Field Notes: November 12, 2009. I saw a young male out back today, foraging for pizza crusts. He is new around here. I named him Alonzo on a whim. I name all my bears on a whim. It saves time.

Alonzo is about ten months old, probably just separated from his mother. Like most mammals with any sense, bears chase away their young, rather than inventing flimsy excuses for not renting out their rooms to graduate students. This often comes back to haunt people ... in the form of 40-year-old offspring bouncing of a divorce and knowing they can still get free room and board back where it all began.

To welcome new bears like Alonzo, I shoot them with a tranquilizer dart. Once they go down and don't move for a while, I give them a big hug and some European air kisses.
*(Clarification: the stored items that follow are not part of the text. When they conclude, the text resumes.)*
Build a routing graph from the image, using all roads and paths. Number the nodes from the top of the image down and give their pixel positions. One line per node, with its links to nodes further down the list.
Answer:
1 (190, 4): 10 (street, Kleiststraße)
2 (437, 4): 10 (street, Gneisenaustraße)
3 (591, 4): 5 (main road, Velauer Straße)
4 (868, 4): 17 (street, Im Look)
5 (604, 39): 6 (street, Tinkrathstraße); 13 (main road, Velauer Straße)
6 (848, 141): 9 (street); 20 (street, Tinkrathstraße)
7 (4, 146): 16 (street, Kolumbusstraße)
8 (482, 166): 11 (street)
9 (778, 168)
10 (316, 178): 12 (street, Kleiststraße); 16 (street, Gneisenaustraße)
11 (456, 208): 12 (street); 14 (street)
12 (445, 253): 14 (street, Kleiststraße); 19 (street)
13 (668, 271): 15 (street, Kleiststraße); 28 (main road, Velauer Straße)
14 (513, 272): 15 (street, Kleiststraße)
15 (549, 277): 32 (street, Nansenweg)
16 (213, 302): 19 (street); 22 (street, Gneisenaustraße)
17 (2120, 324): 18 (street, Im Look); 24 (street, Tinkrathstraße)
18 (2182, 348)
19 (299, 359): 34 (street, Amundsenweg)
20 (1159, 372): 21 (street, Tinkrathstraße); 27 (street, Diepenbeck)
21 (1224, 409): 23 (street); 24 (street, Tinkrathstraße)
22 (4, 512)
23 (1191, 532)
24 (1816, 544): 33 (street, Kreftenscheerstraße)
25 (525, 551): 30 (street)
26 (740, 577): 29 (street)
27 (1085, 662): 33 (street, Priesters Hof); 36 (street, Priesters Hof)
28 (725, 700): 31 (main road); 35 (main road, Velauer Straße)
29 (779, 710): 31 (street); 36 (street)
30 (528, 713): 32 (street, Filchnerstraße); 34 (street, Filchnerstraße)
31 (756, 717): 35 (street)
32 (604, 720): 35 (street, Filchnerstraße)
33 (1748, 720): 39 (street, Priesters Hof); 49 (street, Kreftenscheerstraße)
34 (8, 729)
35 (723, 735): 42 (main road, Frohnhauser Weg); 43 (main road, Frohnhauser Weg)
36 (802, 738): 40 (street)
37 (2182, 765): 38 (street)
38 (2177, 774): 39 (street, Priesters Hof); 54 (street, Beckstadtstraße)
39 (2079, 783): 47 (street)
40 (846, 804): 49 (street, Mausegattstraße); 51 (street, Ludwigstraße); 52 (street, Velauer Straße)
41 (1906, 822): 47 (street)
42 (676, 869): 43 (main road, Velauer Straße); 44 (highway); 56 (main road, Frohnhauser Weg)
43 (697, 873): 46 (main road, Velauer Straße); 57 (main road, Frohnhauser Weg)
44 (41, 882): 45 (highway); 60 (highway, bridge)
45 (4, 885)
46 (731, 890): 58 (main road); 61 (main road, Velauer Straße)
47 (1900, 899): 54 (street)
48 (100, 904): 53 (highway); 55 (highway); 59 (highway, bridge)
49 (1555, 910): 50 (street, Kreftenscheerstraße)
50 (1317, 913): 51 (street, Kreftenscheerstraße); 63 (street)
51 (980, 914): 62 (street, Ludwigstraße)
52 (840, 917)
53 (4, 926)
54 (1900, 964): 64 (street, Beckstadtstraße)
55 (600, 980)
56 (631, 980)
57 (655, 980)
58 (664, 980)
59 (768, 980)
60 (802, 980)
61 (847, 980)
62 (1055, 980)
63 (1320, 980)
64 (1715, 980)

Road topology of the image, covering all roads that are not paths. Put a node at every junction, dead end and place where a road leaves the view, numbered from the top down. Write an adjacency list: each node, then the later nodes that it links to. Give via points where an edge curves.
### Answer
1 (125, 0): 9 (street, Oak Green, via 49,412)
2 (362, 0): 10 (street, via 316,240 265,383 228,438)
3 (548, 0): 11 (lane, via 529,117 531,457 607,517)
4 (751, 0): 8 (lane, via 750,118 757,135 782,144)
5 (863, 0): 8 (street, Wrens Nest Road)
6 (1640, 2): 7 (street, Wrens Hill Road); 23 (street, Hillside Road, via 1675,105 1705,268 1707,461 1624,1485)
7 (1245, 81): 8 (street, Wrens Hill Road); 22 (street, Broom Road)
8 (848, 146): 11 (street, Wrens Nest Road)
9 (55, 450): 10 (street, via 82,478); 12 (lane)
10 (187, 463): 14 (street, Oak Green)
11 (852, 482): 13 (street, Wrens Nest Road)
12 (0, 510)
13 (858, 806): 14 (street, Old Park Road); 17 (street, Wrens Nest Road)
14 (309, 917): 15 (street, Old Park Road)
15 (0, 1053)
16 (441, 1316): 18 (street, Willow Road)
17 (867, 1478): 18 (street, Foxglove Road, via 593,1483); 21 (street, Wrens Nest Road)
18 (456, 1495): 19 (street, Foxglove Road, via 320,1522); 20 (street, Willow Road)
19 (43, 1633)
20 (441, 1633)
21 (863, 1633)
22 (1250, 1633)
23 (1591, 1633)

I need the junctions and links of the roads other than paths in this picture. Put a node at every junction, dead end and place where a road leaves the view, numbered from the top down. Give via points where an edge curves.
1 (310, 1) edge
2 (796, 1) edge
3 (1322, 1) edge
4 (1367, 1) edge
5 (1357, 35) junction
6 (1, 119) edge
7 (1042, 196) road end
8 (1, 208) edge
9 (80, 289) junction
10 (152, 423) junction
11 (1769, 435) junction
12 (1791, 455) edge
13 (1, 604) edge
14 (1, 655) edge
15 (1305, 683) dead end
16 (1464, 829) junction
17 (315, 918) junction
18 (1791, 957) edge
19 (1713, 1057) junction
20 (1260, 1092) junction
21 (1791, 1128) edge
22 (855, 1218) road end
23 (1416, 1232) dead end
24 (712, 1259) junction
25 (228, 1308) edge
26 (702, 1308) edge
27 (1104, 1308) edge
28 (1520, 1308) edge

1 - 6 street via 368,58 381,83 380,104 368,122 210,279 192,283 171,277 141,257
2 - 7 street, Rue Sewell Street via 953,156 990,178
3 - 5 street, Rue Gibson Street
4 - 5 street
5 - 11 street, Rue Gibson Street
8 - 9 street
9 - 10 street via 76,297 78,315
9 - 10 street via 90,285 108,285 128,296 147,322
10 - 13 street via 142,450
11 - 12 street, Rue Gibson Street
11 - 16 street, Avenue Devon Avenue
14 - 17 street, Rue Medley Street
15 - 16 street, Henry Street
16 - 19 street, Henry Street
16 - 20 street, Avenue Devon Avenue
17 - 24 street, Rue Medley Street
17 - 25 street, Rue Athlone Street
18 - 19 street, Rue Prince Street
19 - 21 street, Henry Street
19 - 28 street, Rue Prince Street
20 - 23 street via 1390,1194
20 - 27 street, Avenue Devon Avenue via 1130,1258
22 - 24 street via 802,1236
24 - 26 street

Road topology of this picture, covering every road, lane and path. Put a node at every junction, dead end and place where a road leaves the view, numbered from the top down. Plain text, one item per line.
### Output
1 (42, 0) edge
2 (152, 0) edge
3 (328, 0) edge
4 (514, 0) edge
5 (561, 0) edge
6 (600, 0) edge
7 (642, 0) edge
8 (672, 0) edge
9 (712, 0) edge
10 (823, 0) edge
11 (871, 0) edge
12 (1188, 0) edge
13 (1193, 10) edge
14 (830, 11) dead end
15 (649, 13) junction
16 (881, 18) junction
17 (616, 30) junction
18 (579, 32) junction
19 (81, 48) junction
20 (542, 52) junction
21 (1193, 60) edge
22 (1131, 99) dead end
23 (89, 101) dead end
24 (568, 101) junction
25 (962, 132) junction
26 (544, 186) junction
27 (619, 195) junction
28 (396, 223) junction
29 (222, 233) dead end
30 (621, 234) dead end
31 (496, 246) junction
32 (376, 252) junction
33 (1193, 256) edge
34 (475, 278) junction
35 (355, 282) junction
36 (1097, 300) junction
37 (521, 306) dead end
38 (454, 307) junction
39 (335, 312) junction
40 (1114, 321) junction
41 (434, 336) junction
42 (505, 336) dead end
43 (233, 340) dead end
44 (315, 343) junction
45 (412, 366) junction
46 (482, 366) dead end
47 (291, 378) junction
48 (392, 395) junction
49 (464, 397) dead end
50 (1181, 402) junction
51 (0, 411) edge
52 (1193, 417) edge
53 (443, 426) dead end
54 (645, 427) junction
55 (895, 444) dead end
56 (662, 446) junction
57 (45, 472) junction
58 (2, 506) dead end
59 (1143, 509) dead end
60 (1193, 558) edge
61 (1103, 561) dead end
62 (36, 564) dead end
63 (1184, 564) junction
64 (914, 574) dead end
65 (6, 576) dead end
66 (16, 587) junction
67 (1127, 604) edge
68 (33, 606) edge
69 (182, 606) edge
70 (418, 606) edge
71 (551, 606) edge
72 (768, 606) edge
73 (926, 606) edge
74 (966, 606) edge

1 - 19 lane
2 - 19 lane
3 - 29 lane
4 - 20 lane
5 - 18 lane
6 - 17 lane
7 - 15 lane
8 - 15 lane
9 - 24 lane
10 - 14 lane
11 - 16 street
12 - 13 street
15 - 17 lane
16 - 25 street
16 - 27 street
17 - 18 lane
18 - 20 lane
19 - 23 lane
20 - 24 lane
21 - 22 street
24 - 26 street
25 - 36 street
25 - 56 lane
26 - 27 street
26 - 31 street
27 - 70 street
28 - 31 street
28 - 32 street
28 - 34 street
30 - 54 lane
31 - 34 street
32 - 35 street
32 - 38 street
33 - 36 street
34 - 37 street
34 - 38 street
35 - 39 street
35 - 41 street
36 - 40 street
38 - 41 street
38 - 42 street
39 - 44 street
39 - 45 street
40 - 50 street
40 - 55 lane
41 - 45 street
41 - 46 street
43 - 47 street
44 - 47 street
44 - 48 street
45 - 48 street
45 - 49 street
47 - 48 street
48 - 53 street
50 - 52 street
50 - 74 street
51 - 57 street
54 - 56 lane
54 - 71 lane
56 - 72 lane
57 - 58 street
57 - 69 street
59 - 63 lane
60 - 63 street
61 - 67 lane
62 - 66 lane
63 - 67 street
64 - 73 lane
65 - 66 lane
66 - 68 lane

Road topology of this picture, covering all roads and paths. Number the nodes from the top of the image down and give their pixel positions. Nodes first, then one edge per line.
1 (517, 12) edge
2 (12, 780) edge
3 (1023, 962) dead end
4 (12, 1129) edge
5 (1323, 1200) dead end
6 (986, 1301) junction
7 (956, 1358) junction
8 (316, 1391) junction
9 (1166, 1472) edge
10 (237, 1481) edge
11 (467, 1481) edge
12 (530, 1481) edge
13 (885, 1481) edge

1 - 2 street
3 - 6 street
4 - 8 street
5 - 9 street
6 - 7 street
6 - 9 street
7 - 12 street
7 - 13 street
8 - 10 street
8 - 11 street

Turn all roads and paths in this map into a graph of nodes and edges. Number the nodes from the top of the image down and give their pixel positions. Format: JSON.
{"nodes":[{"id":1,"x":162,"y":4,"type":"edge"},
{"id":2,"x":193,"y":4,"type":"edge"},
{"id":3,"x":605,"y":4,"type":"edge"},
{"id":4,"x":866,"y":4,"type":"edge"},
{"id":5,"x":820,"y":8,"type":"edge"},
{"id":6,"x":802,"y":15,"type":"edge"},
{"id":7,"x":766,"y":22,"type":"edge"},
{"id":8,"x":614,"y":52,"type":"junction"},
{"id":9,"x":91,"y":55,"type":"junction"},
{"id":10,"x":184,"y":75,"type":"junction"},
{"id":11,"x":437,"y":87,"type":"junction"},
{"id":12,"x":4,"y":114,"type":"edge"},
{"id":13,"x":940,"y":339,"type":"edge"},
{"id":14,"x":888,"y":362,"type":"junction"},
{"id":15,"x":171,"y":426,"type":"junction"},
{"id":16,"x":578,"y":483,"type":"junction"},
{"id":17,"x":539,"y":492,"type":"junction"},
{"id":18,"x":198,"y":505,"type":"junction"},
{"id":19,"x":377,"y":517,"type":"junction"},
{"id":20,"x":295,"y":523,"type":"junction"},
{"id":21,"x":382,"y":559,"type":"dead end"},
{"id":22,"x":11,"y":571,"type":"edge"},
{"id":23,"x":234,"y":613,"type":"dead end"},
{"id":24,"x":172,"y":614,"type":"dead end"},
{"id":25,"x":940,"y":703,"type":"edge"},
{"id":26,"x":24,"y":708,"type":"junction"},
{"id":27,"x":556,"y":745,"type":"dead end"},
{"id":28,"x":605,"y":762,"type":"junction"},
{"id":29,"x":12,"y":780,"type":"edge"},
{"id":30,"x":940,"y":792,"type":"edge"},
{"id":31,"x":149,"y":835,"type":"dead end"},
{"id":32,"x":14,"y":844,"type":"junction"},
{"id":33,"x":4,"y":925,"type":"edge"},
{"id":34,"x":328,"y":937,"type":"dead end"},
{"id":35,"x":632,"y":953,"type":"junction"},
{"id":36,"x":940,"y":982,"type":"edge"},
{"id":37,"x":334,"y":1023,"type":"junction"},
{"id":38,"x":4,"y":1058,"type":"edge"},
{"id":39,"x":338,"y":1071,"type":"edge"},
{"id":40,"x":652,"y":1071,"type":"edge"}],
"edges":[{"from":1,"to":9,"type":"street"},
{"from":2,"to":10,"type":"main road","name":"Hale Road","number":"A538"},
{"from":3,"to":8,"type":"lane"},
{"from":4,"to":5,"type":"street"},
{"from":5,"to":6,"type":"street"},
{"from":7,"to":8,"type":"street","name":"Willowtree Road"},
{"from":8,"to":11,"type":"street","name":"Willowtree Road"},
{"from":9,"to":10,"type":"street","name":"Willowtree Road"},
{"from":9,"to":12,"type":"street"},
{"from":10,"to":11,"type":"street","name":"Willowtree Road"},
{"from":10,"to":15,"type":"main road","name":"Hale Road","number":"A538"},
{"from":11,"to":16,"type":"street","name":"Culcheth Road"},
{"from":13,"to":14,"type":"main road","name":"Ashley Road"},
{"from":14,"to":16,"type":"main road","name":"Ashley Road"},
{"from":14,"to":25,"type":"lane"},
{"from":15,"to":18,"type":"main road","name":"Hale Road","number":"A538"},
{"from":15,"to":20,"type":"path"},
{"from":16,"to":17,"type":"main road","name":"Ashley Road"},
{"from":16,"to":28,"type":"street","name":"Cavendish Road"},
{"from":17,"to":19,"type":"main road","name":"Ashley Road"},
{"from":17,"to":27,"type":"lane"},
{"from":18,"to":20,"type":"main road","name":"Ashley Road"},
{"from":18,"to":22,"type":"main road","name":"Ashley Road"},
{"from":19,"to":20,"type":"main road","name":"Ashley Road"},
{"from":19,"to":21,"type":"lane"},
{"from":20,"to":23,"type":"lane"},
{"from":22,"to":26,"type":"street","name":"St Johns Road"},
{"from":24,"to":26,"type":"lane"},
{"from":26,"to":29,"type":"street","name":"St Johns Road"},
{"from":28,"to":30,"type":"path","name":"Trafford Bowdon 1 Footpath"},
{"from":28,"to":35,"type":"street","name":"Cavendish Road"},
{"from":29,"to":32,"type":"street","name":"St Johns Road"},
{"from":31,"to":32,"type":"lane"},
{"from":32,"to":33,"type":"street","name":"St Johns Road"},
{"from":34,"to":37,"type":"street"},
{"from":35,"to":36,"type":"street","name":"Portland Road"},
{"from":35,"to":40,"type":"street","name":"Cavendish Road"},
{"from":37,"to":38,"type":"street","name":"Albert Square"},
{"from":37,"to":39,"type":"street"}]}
I measure their dimensions and body fat, and all those things you see on the Science Channel, which I watch avidly to stay up-to-date. Unlike my colleagues on the Science Channel, I do not pull blood samples. I hate the sight of blood, plus my grant money ran out five years ago. There is no point sending bear blood to the laboratory if my check is going to bounce.

Because bears weigh upwards of 600 pounds, you need a whole lot of tranquilizer to mellow them. That one itty-bitty little yellow Valium you take before you go into a sales meeting will not make a dent with a bear. For Alonzo, I poured 10 cc of bear tranquilizer into a dart. I loaded the dart into my air rifle, and then I started thinking.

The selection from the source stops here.